Step 4: Play with your angles 

Once you have your subject in the general desired position, start firing off a number of “test shots” to find out which angle and position will produce the best and most desirable lens flare.

Obviously “best” and “desirable” are subjective terms, but regardless, the process remains the same. Bear in mind that when capturing lens flares with the sun as your light source, it can change significantly (and quickly) as the sun rises or sets.


Step 5: Experiment with both auto and manual focus

 This is likely the trickiest aspect to capturing lens flare, as the auto-focusing systems on most digital cameras have a difficult time finding a focus point when shooting directly into a light source.

Fret not, as there are indeed options:

  1.  use your free hand to block the light source while focusing on your subject (then moving it out of the way once the camera has selected the desired auto-focus point), or
  2. switch to manual focus. I find #1 to be a much easier approach, as attempting to manually focus on a subject while shooting into direct light is by no means an easy task (as it’s hard to discern whether or not your subject is truly in focus).

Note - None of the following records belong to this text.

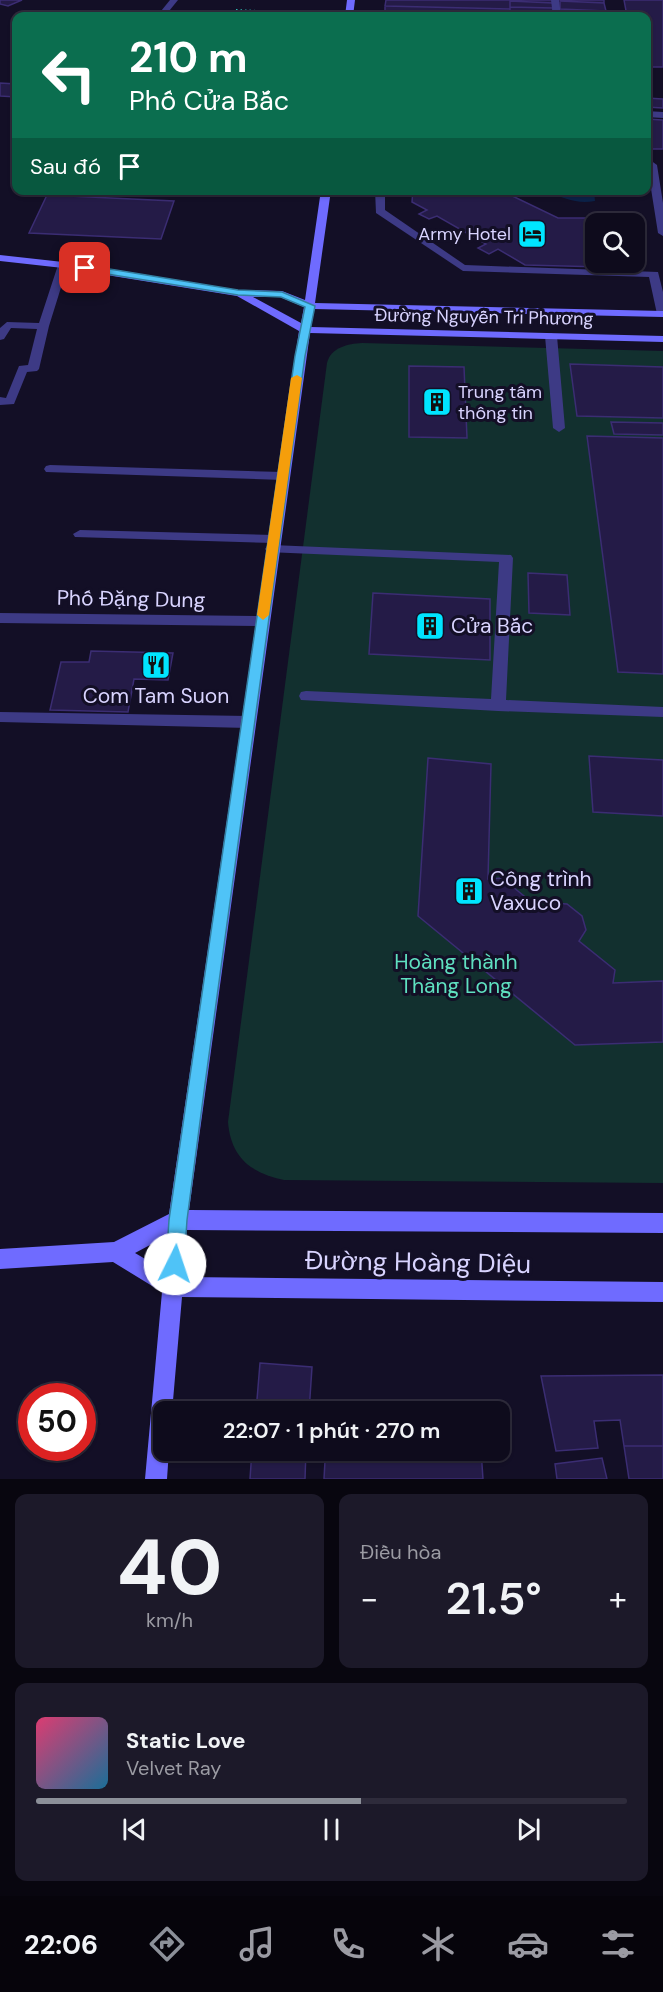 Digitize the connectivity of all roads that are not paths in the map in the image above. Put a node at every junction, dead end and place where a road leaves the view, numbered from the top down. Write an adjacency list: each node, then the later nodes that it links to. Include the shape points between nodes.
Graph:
1 (174, 0): 2 (street)
2 (164, 12)
3 (651, 164): 6 (street)
4 (325, 195): 10 (street)
5 (380, 195): 11 (street, via 380,211 463,268 654,274)
6 (663, 233)
7 (0, 258): 8 (street)
8 (63, 265): 9 (street); 12 (street)
9 (238, 292): 10 (street, via 282,294); 13 (street)
10 (310, 306): 11 (street, Đường Nguyễn Tri Phương); 13 (street)
11 (662, 314)
12 (43, 326): 15 (street, via 7,325); 17 (street, via 33,369 23,369 10,402)
13 (305, 330): 14 (street, Đường Nguyễn Tri Phương); 20 (street)
14 (550, 336): 16 (street, Đường Nguyễn Tri Phương); 18 (street)
15 (0, 337)
16 (663, 339)
17 (0, 401)
18 (560, 428)
19 (50, 469): 20 (street)
20 (283, 476): 22 (street)
21 (80, 534): 22 (street)
22 (273, 544): 24 (street); 26 (street, via 506,558)
23 (0, 618): 24 (street, Phố Đặng Dung)
24 (262, 621): 29 (street)
25 (306, 696): 26 (street)
26 (498, 706): 27 (street)
27 (663, 712)
28 (0, 717): 29 (street)
29 (248, 722): 30 (street)
30 (178, 1220): 31 (street, Đường Hoàng Diệu); 32 (street); 34 (street)
31 (663, 1223)
32 (115, 1252): 33 (street); 34 (street)
33 (0, 1259)
34 (173, 1287): 35 (street, Đường Hoàng Diệu); 36 (street)
35 (663, 1292)
36 (156, 1479) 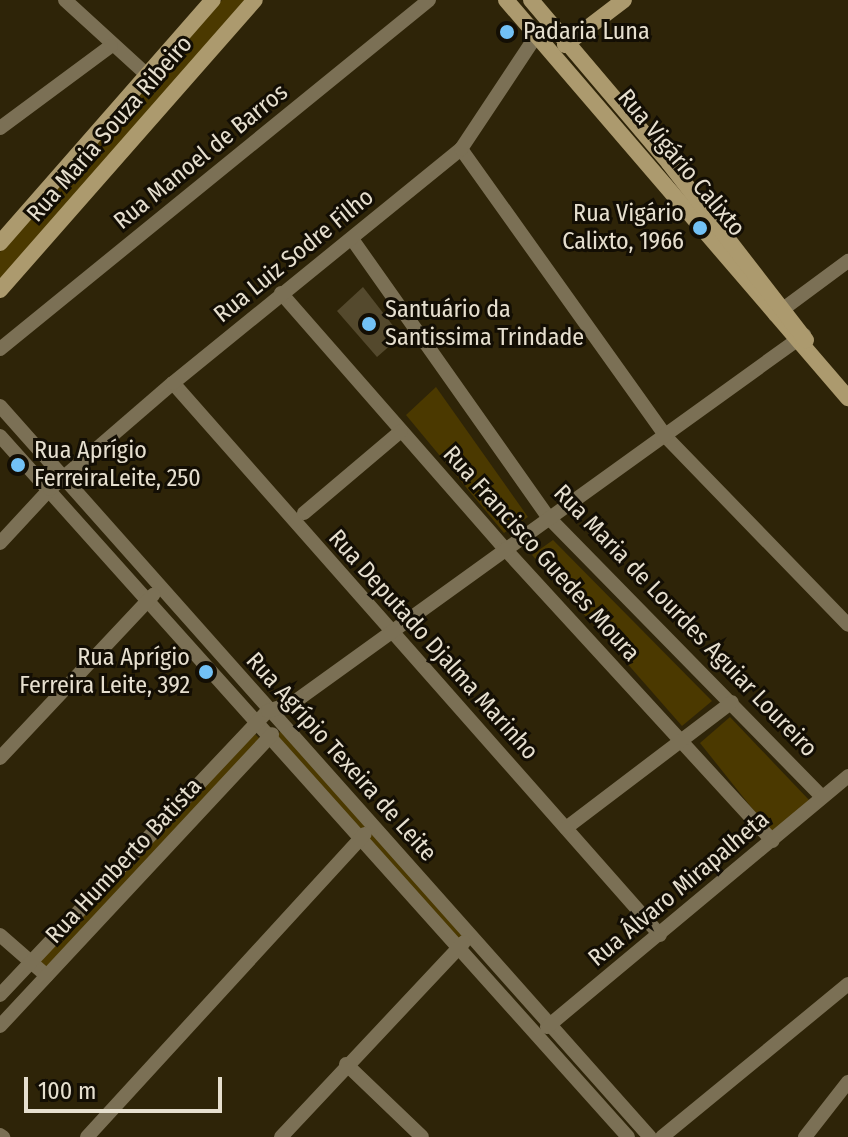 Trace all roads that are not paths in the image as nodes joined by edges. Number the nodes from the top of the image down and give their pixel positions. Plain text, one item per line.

hacking photography, lens flare, bradley schweit


Step 6: Properly position the lens flare

While playing with both angles and focus settings, always keep in mind where the lens flares are located. You don’t want any of the light orbs or bands to cover your subject’s face, or key areas of whatever it is you happen to be photographing.

When utilized properly, and under the right circumstances, lens flare can indeed enhance a variety of images. The key concepts to take away from this post are “utilized properly” and “under the right circumstances.”

Sometimes (as in the case of my real estate shoot), lens flare can ruin an otherwise perfect photo. In the case of, say, photographing a backlit model in a barren, open field, however, it can make an ordinary photo extraordinary.


In summary: 

  • Properly executed lens flares can take an otherwise simple photo and create a dramatic effect.
  • When capturing lens flares, keep in mind the light source will be reflecting off multiple elements within the camera lens. In other words, whatever tiny dust particles, hairs, etc., that happen to be trapped within the lens itself (that would otherwise never show in a non-lens flare image) will reflect (no pun intended) in the photo. I’ve intentionally kept such spots in this image so you know what to look for in your own lens-flare photos (see orange light orb in bottom right).
  • Always be sure to keep the lens flare in a location where it isn’t interfering with or detracting from the subject; such as off a person’s face.
  • Lens flares not only serves to add color and brilliance to an image, it also (when properly positioned) draws the viewer’s eye towards whatever the lens flares happen to be highlighting.


Check out a few more beautiful examples below!



45 Cm by Escalonilla PixeL a PixeL PasO a PasO on




Dragonfly by FuYi Chen on


Rise Up Like the Eagle by Jeff Moreau on

The light of positivity by Akash Malhotra on


  1. Belinda March 23, 2016 at 4:31 am

    Awesome article Bradley. I think I’ll ditch the lens hood way more often now!

  2. Chris Simmons March 23, 2016 at 10:12 am

    Certainly food for thought, difficult as a landscaper to try and add flair, normally my response to flair is to re shoot with a cleaner lens but certainly it can add to some shots as you have demonstrated.

    I would presume that the focusing against metering aspect would certainly be helped using back button focusing, ie if you shade with hand for focus, then remove shade from hand for metering and fire must be helpful, it takes a while to get used to, occasionally even now I convince myself that the focus is broken only to find I’m still trying to focus from the shutter release but I think in the long run separating focus from meter is the right way to go. How do you shoot with that regard?

  3. Karen Filo April 27, 2016 at 8:10 pm

    Bradley, interesting article! I’m going on a workshop this weekend, think I’ll give this a try! LOVE the snail shot!